- ASSIGNMENT -
Which lines in the data below contain the word "Write"? Return each of them.

- DATA PROVIDED -
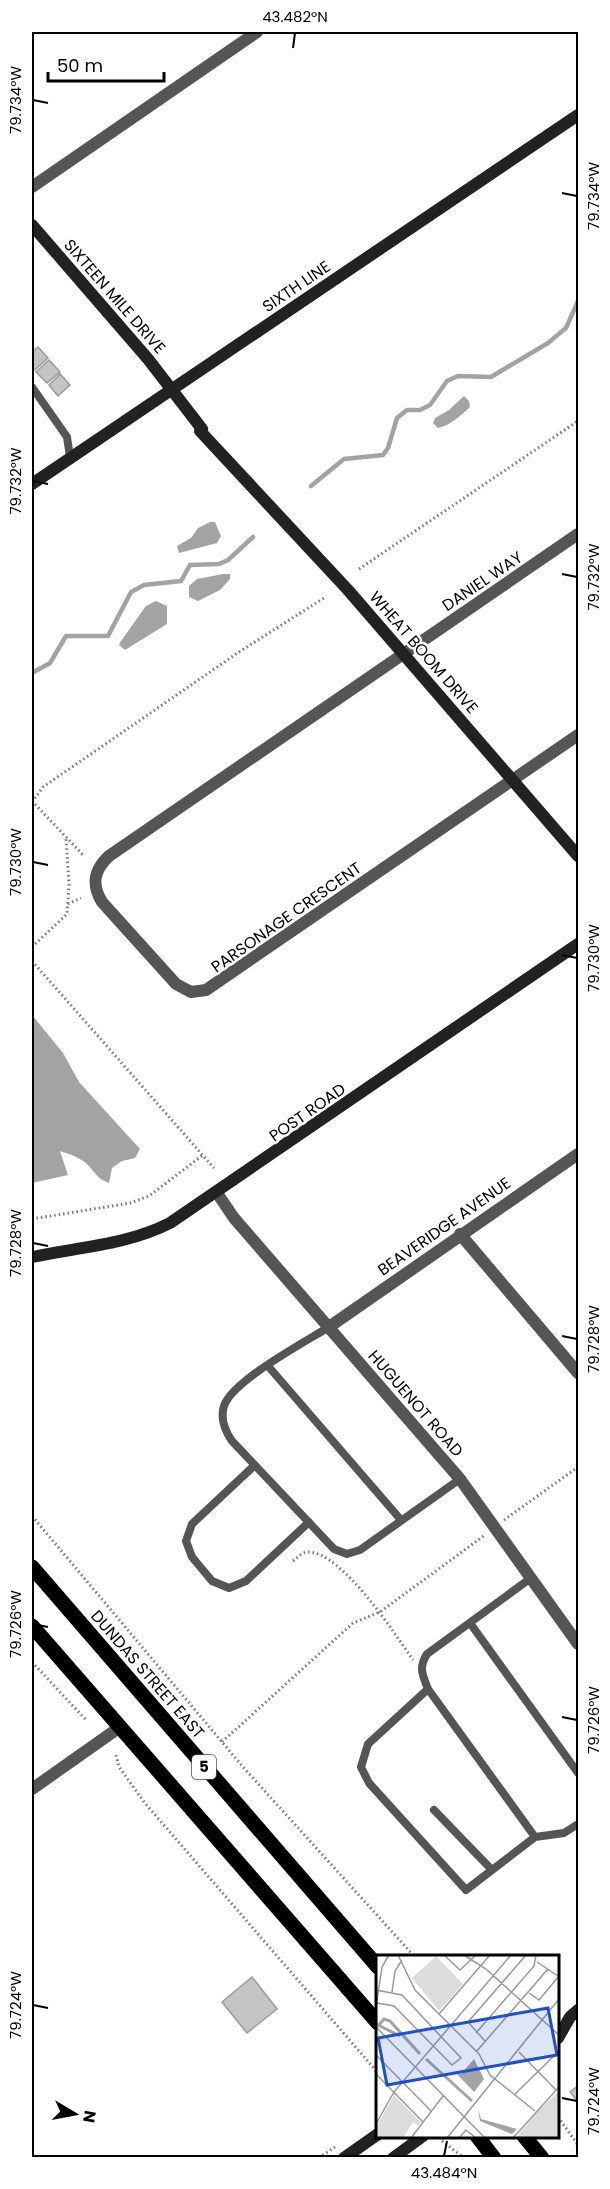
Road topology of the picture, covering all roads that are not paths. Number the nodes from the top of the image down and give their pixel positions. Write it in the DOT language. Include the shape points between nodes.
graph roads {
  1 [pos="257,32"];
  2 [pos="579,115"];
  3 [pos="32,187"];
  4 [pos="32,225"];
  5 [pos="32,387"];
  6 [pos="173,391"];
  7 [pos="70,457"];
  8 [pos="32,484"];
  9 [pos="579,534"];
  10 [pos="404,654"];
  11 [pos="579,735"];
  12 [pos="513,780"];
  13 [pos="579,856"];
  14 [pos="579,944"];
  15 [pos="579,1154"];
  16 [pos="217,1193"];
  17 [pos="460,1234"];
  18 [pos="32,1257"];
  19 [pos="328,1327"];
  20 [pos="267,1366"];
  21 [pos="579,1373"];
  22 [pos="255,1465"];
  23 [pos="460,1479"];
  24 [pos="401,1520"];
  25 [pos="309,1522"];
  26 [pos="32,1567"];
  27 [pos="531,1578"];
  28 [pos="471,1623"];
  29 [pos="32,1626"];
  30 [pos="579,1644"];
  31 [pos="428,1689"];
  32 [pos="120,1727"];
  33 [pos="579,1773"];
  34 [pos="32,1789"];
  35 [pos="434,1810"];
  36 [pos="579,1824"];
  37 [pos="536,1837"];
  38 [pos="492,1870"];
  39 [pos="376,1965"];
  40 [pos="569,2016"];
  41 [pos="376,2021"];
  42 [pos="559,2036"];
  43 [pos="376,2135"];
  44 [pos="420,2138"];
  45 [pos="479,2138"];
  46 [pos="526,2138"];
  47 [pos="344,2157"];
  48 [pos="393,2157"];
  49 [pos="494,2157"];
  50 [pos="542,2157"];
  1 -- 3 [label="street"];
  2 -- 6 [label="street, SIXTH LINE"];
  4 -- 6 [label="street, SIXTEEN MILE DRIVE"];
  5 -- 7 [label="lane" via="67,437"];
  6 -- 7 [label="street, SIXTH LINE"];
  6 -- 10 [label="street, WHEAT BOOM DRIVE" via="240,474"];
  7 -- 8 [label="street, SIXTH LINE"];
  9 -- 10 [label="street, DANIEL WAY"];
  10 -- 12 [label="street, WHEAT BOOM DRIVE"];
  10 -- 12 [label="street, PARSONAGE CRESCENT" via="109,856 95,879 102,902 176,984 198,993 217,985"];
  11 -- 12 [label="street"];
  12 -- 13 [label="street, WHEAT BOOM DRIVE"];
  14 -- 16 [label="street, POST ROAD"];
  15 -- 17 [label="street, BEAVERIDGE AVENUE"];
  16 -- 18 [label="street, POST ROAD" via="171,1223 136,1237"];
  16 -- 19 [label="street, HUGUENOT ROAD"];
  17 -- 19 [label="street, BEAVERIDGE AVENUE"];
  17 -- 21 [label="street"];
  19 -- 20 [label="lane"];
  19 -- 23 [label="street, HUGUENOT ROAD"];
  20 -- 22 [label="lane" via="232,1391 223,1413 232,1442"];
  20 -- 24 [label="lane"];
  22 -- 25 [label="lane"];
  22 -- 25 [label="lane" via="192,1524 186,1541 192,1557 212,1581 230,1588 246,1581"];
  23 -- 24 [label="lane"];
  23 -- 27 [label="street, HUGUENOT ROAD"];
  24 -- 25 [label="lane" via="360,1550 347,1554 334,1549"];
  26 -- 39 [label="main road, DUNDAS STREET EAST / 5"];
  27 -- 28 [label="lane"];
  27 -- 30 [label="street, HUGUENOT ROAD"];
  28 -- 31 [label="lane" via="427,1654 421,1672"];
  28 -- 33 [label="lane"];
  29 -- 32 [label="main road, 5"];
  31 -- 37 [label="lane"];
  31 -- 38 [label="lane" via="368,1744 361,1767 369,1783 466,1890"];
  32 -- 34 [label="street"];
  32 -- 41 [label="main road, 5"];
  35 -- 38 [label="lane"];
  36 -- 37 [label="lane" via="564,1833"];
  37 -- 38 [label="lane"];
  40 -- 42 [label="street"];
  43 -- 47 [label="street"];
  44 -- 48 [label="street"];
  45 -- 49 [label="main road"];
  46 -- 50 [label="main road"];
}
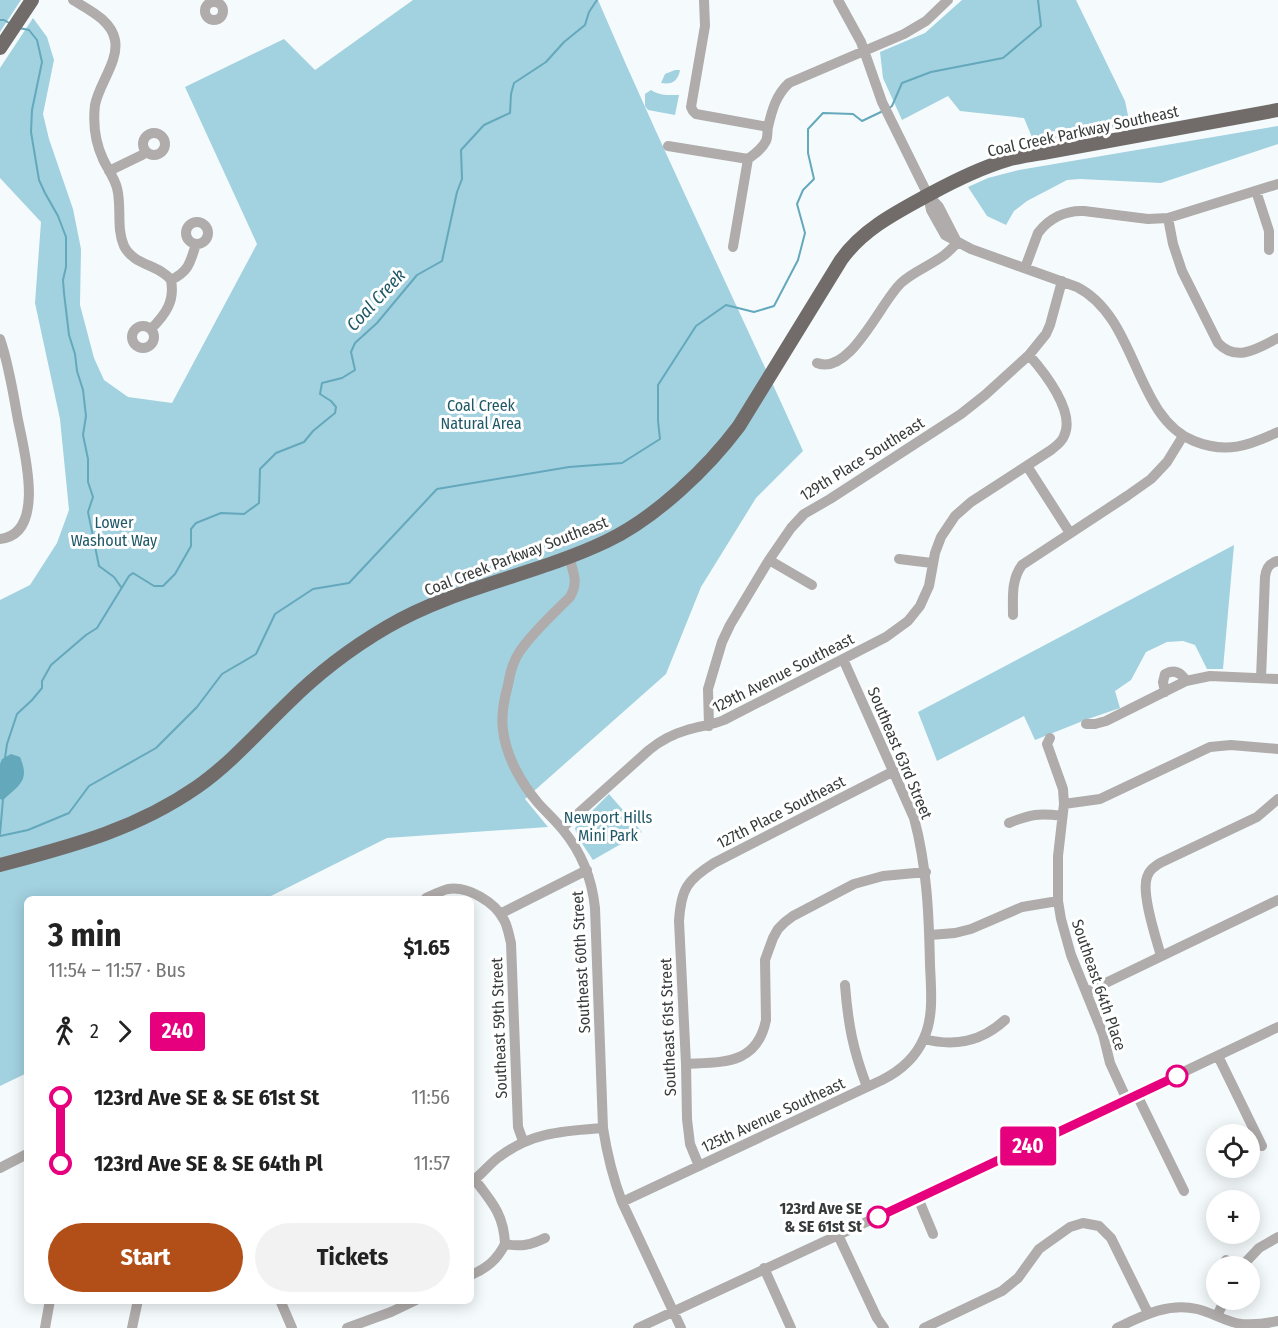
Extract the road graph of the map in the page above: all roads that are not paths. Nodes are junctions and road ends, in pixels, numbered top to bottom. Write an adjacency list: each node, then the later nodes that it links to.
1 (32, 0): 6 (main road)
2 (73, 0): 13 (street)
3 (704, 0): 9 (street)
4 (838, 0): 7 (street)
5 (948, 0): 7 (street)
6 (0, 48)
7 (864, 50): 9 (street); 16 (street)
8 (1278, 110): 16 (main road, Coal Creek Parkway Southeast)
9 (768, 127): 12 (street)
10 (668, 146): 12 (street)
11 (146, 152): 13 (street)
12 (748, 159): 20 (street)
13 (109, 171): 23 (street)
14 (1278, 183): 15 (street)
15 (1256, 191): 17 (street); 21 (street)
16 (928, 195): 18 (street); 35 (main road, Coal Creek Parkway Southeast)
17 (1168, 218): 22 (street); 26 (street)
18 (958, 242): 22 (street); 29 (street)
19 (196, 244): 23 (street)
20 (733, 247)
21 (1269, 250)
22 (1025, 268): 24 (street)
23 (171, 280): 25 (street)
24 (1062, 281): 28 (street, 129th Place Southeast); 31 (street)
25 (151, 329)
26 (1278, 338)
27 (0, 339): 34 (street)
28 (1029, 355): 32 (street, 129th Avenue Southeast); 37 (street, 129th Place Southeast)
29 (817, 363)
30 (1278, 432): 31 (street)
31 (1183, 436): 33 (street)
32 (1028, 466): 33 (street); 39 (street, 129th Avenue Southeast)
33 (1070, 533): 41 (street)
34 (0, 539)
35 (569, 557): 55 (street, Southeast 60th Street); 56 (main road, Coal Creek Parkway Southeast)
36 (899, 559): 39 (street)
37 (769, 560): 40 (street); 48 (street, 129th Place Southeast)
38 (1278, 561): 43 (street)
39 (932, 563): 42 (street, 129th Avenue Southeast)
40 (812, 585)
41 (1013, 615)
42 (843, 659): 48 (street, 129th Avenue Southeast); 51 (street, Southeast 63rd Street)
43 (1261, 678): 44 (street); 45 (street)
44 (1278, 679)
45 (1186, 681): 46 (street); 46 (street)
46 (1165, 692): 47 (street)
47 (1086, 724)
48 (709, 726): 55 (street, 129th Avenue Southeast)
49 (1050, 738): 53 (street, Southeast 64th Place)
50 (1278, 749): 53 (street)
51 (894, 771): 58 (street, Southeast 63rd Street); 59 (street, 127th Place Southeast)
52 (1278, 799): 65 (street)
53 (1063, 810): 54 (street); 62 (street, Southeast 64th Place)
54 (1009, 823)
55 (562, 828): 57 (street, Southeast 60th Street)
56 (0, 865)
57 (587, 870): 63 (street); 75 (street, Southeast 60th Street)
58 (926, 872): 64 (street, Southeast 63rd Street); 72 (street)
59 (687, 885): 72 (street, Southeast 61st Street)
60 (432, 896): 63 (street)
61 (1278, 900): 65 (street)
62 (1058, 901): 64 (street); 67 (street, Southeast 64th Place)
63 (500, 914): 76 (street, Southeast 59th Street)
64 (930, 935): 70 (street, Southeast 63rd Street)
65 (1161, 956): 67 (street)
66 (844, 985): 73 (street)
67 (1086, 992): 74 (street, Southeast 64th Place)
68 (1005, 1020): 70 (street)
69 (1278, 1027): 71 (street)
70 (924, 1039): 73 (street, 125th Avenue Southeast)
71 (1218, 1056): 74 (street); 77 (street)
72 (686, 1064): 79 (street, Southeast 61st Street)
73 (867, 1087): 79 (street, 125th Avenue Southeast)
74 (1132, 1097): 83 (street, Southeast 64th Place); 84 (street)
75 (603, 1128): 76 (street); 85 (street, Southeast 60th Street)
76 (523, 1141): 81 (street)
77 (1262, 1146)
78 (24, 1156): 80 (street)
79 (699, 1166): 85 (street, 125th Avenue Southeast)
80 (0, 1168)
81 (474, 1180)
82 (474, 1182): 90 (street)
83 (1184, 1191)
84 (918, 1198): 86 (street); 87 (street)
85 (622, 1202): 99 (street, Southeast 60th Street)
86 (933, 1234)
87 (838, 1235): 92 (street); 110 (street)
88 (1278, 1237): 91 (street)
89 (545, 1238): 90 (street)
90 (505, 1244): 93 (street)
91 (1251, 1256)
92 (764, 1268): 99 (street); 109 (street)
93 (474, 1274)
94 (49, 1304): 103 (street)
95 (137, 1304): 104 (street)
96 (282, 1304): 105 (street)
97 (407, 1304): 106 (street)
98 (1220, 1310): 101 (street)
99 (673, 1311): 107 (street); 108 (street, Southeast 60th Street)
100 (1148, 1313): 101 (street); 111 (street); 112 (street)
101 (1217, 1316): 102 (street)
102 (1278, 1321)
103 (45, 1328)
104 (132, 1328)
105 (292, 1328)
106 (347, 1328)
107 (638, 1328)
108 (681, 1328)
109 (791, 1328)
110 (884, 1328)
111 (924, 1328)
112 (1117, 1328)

- RESPONSE -
Road topology of the picture, covering all roads that are not paths. Number the nodes from the top of the image down and give their pixel positions. Write it in the DOT language. Include the shape points between nodes.
Extract the road graph of the map in the page above: all roads that are not paths. Nodes are junctions and road ends, in pixels, numbered top to bottom. Write an adjacency list: each node, then the later nodes that it links to.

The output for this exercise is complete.